Turn to Philippians 2. We could say as a summary of what we’re admonished to do in 2 Corinthians 7: going on cleansing ourselves from defilement of the flesh and the spirit; going on in practical Godliness in the home and in the place of business–all of this comes under the general heading of working out in greater measure our salvation. And as the Apostle commands the believers at Philippi to work out their salvation, what’s to be the context of that working out? Philippians 2:12: “Wherefore, my beloved, as ye have always obeyed, not as in my presence only, but now much more in my absence, work out your own salvation with fear and trembling.” Now I ask you, where in the world do we get this idea that the people who are most jumping about with jolly, jolly joy all the time, time, time are the most spiritual? “Fear and trembling”–and anyone who is working out his salvation in any other context is working it out in a context unauthorized by the Word of God.

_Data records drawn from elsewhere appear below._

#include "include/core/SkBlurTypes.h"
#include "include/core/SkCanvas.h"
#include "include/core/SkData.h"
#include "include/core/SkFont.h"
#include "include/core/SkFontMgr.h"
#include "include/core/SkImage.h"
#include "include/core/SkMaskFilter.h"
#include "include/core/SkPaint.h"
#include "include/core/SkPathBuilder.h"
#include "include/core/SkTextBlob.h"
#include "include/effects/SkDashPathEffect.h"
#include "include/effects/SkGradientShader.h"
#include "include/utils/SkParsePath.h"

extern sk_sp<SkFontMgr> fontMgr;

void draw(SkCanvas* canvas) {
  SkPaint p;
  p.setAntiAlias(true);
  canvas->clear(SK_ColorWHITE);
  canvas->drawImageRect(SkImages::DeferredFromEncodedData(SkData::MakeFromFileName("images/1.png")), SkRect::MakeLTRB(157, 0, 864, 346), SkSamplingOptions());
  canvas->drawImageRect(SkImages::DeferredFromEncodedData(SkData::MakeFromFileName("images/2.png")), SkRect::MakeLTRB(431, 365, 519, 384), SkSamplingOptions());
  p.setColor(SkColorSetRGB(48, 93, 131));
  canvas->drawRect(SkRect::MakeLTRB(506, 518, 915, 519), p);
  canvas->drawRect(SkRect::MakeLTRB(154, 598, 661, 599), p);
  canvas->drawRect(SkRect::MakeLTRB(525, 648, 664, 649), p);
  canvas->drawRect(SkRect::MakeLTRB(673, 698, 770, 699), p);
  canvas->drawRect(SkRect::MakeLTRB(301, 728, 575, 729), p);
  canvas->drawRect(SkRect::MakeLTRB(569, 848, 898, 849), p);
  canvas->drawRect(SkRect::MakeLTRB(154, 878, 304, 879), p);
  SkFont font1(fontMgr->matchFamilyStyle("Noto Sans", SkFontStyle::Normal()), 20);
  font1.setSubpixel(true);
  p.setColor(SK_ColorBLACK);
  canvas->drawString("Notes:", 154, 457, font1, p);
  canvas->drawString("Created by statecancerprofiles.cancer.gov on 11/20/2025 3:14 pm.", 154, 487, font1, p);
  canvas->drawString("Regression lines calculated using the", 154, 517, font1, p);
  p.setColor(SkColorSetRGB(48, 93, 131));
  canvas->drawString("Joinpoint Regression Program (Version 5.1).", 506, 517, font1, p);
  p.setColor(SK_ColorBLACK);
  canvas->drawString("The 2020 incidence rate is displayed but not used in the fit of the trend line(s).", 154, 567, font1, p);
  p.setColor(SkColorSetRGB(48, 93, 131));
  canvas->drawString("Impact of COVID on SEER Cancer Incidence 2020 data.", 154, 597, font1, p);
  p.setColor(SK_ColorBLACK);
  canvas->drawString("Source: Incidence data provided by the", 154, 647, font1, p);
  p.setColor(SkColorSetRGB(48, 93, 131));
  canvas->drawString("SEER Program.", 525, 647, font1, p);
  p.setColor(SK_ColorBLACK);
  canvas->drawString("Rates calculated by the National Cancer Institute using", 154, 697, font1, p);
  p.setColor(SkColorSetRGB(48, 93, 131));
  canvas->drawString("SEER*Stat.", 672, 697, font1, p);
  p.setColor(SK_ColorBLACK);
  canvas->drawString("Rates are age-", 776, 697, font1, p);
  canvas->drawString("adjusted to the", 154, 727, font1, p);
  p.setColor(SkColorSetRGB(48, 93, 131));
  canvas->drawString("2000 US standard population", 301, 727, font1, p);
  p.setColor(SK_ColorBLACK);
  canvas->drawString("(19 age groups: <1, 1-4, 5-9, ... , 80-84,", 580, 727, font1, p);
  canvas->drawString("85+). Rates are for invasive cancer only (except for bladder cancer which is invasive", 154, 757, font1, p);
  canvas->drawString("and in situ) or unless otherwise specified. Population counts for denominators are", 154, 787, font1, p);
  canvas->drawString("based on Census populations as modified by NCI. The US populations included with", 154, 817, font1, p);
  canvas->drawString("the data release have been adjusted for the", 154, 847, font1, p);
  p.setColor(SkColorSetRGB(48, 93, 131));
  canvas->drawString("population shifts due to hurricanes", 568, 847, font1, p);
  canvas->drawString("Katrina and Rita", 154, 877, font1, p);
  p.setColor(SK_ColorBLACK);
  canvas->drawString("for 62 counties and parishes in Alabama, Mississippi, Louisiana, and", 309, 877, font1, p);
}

Well then, you say, “Does this have to go on all the while we’re here? Can’t we come to the place where’s there’s no longer the constraint of the fear of God?” Well, let Peter answer that question in 1 Peter 1. We’ve looked at the words of our Lord; we’ve looked at the words of the Apostle Paul. Peter speaks the same word. And he speaks it in the most interesting context. Verse 17: “And if ye call on the Father, who without respect of persons judgeth according to every man’s work, pass the time of your sojourning here in fear.” Ah, but you say, “If you’ve got real assurance that you’ve been saved by the blood of Christ, doesn’t that negate the fear of God?” No, for he says in the next two verses, “Forasmuch as ye know that ye were not redeemed with corruptible things, as silver and gold, from your vain conversation received by tradition from your fathers; but with the precious blood of Christ, as of a lamb without blemish and without spot.” He says the knowledge that you’ve been redeemed at such an awful price will intensify the reality of the fear of God, not negate it. He uses as the very argument to enforce the necessity of walking in Godly fear the fact that we know we’ve been redeemed by the precious blood of Christ.

Now, don’t you put a meaning on that that I haven’t put yet. You’re temptation’s going to be to say, “The pastor said you’ve got to walk around cringing like someone before a bully.” I didn’t say that. I haven’t defined what the fear is. I’m simply exegeting these passages in a very surface way which shows the centrality of this concept. And Peter says you’re to pass the whole time of your sojourning in fear, so that at any point in my sojourn from the moment I breathe my first breath as a new creature in Christ to the moment when the Lord comes to take me at His glorious appearing, or I pass through the valley of the shadow of death and breathe my last, the fear of God should characterize the entirety of my sojourn. This is why Luke, in describing the maturity and the blessing of God upon the early church, sets forth the beautiful effusion of things that so often we would separate, but God brings together.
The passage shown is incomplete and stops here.